Task input
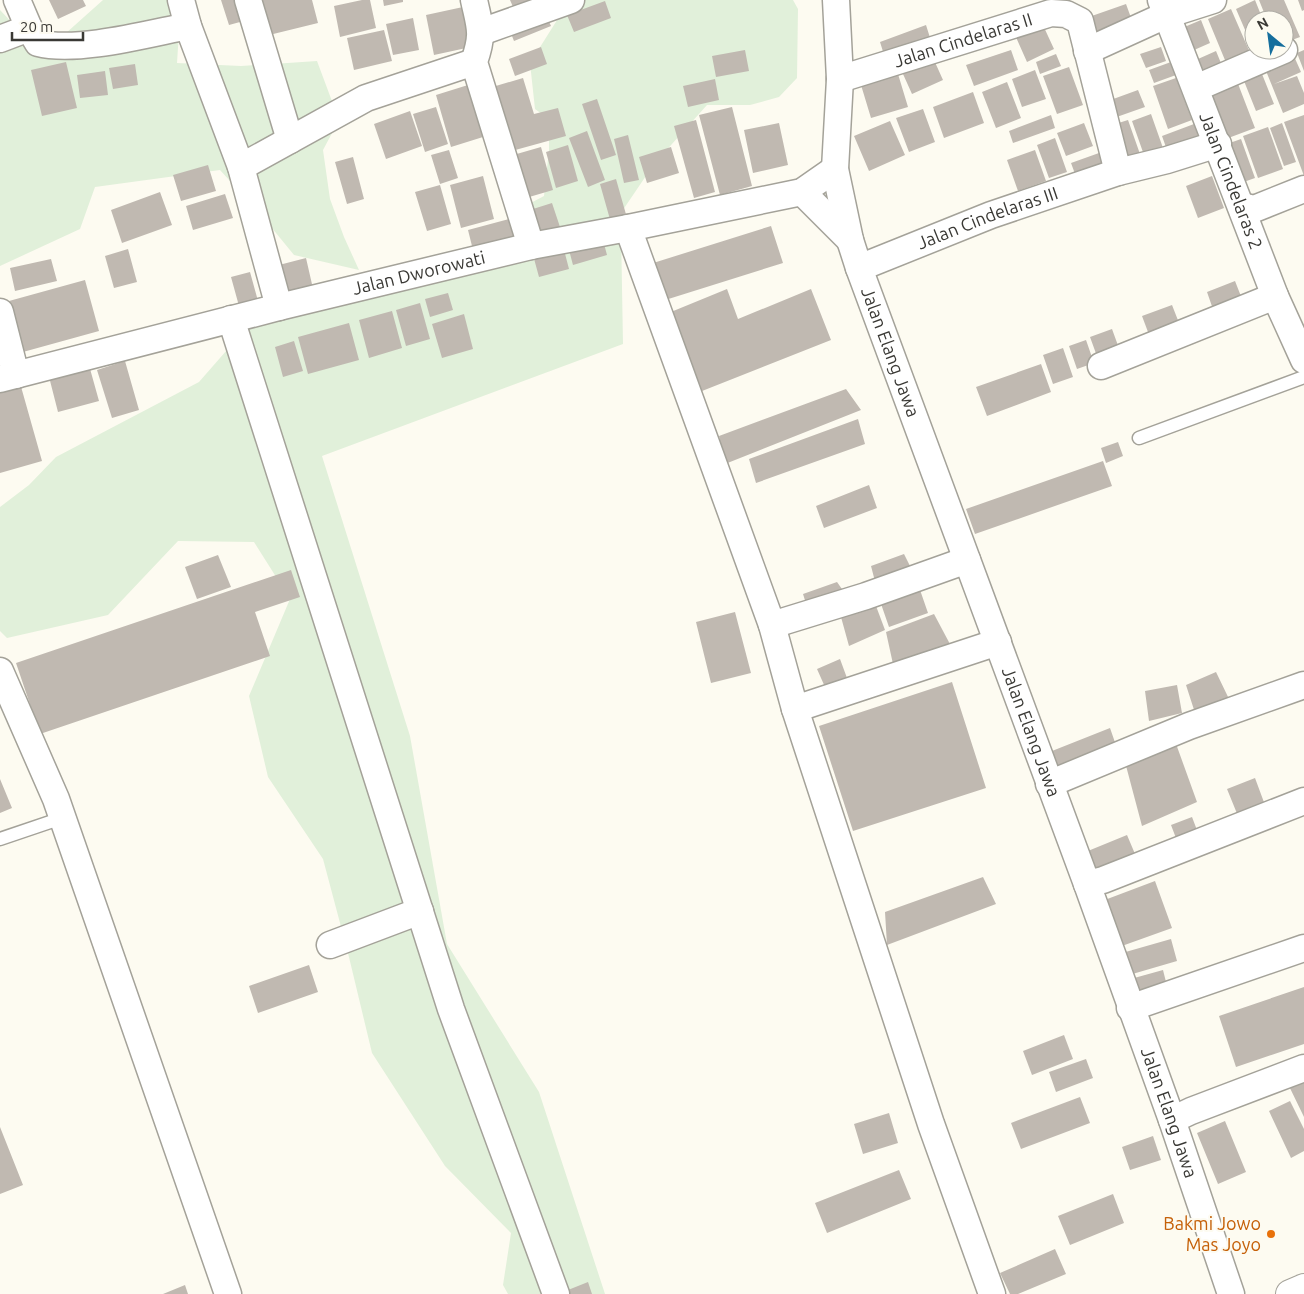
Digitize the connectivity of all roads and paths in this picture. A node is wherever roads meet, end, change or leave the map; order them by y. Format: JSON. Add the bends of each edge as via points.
{"nodes":[{"id":1,"x":17,"y":0,"type":"edge"},
{"id":2,"x":181,"y":0,"type":"edge"},
{"id":3,"x":248,"y":0,"type":"edge"},
{"id":4,"x":474,"y":0,"type":"edge"},
{"id":5,"x":572,"y":0,"type":"edge"},
{"id":6,"x":836,"y":0,"type":"edge"},
{"id":7,"x":1213,"y":0,"type":"edge"},
{"id":8,"x":1164,"y":8,"type":"edge"},
{"id":9,"x":188,"y":26,"type":"junction"},
{"id":10,"x":29,"y":28,"type":"junction"},
{"id":11,"x":481,"y":32,"type":"junction"},
{"id":12,"x":0,"y":38,"type":"edge"},
{"id":13,"x":1087,"y":51,"type":"junction"},
{"id":14,"x":1261,"y":60,"type":"edge"},
{"id":15,"x":474,"y":62,"type":"junction"},
{"id":16,"x":840,"y":78,"type":"junction"},
{"id":17,"x":1196,"y":88,"type":"junction"},
{"id":18,"x":290,"y":140,"type":"junction"},
{"id":19,"x":1218,"y":144,"type":"junction"},
{"id":20,"x":241,"y":167,"type":"junction"},
{"id":21,"x":835,"y":169,"type":"junction"},
{"id":22,"x":1118,"y":172,"type":"junction"},
{"id":23,"x":1304,"y":189,"type":"edge"},
{"id":24,"x":802,"y":192,"type":"junction"},
{"id":25,"x":1241,"y":206,"type":"junction"},
{"id":26,"x":628,"y":228,"type":"junction"},
{"id":27,"x":850,"y":240,"type":"junction"},
{"id":28,"x":531,"y":246,"type":"junction"},
{"id":29,"x":859,"y":268,"type":"junction"},
{"id":30,"x":1275,"y":296,"type":"junction"},
{"id":31,"x":279,"y":307,"type":"junction"},
{"id":32,"x":0,"y":312,"type":"edge"},
{"id":33,"x":231,"y":319,"type":"junction"},
{"id":34,"x":1304,"y":360,"type":"edge"},
{"id":35,"x":1101,"y":366,"type":"dead end"},
{"id":36,"x":8,"y":377,"type":"edge"},
{"id":37,"x":1304,"y":377,"type":"edge"},
{"id":38,"x":1140,"y":438,"type":"dead end"},
{"id":39,"x":967,"y":560,"type":"junction"},
{"id":40,"x":772,"y":625,"type":"junction"},
{"id":41,"x":998,"y":642,"type":"junction"},
{"id":42,"x":0,"y":670,"type":"edge"},
{"id":43,"x":1304,"y":685,"type":"edge"},
{"id":44,"x":795,"y":709,"type":"junction"},
{"id":45,"x":1049,"y":784,"type":"junction"},
{"id":46,"x":1304,"y":801,"type":"edge"},
{"id":47,"x":62,"y":818,"type":"junction"},
{"id":48,"x":0,"y":839,"type":"edge"},
{"id":49,"x":1087,"y":884,"type":"junction"},
{"id":50,"x":420,"y":911,"type":"junction"},
{"id":51,"x":330,"y":945,"type":"dead end"},
{"id":52,"x":1304,"y":948,"type":"edge"},
{"id":53,"x":1130,"y":1008,"type":"junction"},
{"id":54,"x":1304,"y":1068,"type":"edge"},
{"id":55,"x":1172,"y":1120,"type":"junction"},
{"id":56,"x":1304,"y":1288,"type":"edge"},
{"id":57,"x":228,"y":1294,"type":"edge"},
{"id":58,"x":556,"y":1294,"type":"edge"},
{"id":59,"x":992,"y":1294,"type":"edge"},
{"id":60,"x":1232,"y":1294,"type":"edge"},
{"id":61,"x":1290,"y":1294,"type":"edge"}],
"edges":[{"from":1,"to":10,"type":"street"},
{"from":2,"to":9,"type":"street"},
{"from":3,"to":18,"type":"street"},
{"from":4,"to":11,"type":"street"},
{"from":5,"to":11,"type":"street"},
{"from":6,"to":16,"type":"street","name":"Jalan Elang Jawa"},
{"from":7,"to":8,"type":"street"},
{"from":8,"to":13,"type":"street"},
{"from":8,"to":17,"type":"street","name":"Jalan Cindelaras 2"},
{"from":9,"to":10,"type":"street","via":[[78,45],[51,46],[38,42]]},
{"from":9,"to":20,"type":"street"},
{"from":10,"to":12,"type":"street"},
{"from":11,"to":15,"type":"street"},
{"from":13,"to":16,"type":"street","name":"Jalan Cindelaras II","via":[[1080,21],[1066,14],[1051,13]]},
{"from":13,"to":22,"type":"street","name":"Jalan Cindelaras II"},
{"from":14,"to":17,"type":"street"},
{"from":15,"to":18,"type":"street","via":[[366,98]]},
{"from":15,"to":28,"type":"street"},
{"from":16,"to":21,"type":"street","name":"Jalan Elang Jawa"},
{"from":17,"to":19,"type":"street","name":"Jalan Cindelaras 2"},
{"from":18,"to":20,"type":"street"},
{"from":19,"to":22,"type":"street","name":"Jalan Cindelaras III"},
{"from":19,"to":25,"type":"street","name":"Jalan Cindelaras 2"},
{"from":20,"to":31,"type":"street"},
{"from":21,"to":24,"type":"street","name":"Jalan Dworowati"},
{"from":21,"to":27,"type":"street","name":"Jalan Elang Jawa"},
{"from":22,"to":29,"type":"street","name":"Jalan Cindelaras III","via":[[991,215]]},
{"from":23,"to":25,"type":"street","via":[[1254,208]]},
{"from":24,"to":26,"type":"street","name":"Jalan Dworowati"},
{"from":24,"to":27,"type":"street"},
{"from":25,"to":30,"type":"street","name":"Jalan Cindelaras 2"},
{"from":26,"to":28,"type":"street","name":"Jalan Dworowati"},
{"from":26,"to":40,"type":"street"},
{"from":27,"to":29,"type":"street","name":"Jalan Elang Jawa"},
{"from":28,"to":31,"type":"street","name":"Jalan Dworowati"},
{"from":29,"to":39,"type":"street","name":"Jalan Elang Jawa"},
{"from":30,"to":34,"type":"street","name":"Jalan Cindelaras 2"},
{"from":30,"to":35,"type":"street"},
{"from":31,"to":33,"type":"street","name":"Jalan Dworowati"},
{"from":32,"to":36,"type":"street"},
{"from":33,"to":36,"type":"street","name":"Jalan Dworowati"},
{"from":33,"to":50,"type":"street"},
{"from":37,"to":38,"type":"lane"},
{"from":39,"to":40,"type":"street"},
{"from":39,"to":41,"type":"street","name":"Jalan Elang Jawa"},
{"from":40,"to":44,"type":"street"},
{"from":41,"to":44,"type":"street"},
{"from":41,"to":45,"type":"street","name":"Jalan Elang Jawa"},
{"from":42,"to":47,"type":"street"},
{"from":43,"to":45,"type":"street","via":[[1189,726]]},
{"from":44,"to":59,"type":"street","via":[[931,1124]]},
{"from":45,"to":49,"type":"street","name":"Jalan Elang Jawa"},
{"from":46,"to":49,"type":"street"},
{"from":47,"to":48,"type":"lane"},
{"from":47,"to":57,"type":"street"},
{"from":49,"to":53,"type":"street","name":"Jalan Elang Jawa"},
{"from":50,"to":51,"type":"street"},
{"from":50,"to":58,"type":"street","via":[[451,1009]]},
{"from":52,"to":53,"type":"street"},
{"from":53,"to":55,"type":"street","name":"Jalan Elang Jawa"},
{"from":54,"to":55,"type":"street"},
{"from":55,"to":60,"type":"street","name":"Jalan Elang Jawa"},
{"from":56,"to":61,"type":"main road"}]}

Activity
Scan the material above for lines holding "dead" and copy each of them.

Exercise solution
{"id":35,"x":1101,"y":366,"type":"dead end"},
{"id":38,"x":1140,"y":438,"type":"dead end"},
{"id":51,"x":330,"y":945,"type":"dead end"},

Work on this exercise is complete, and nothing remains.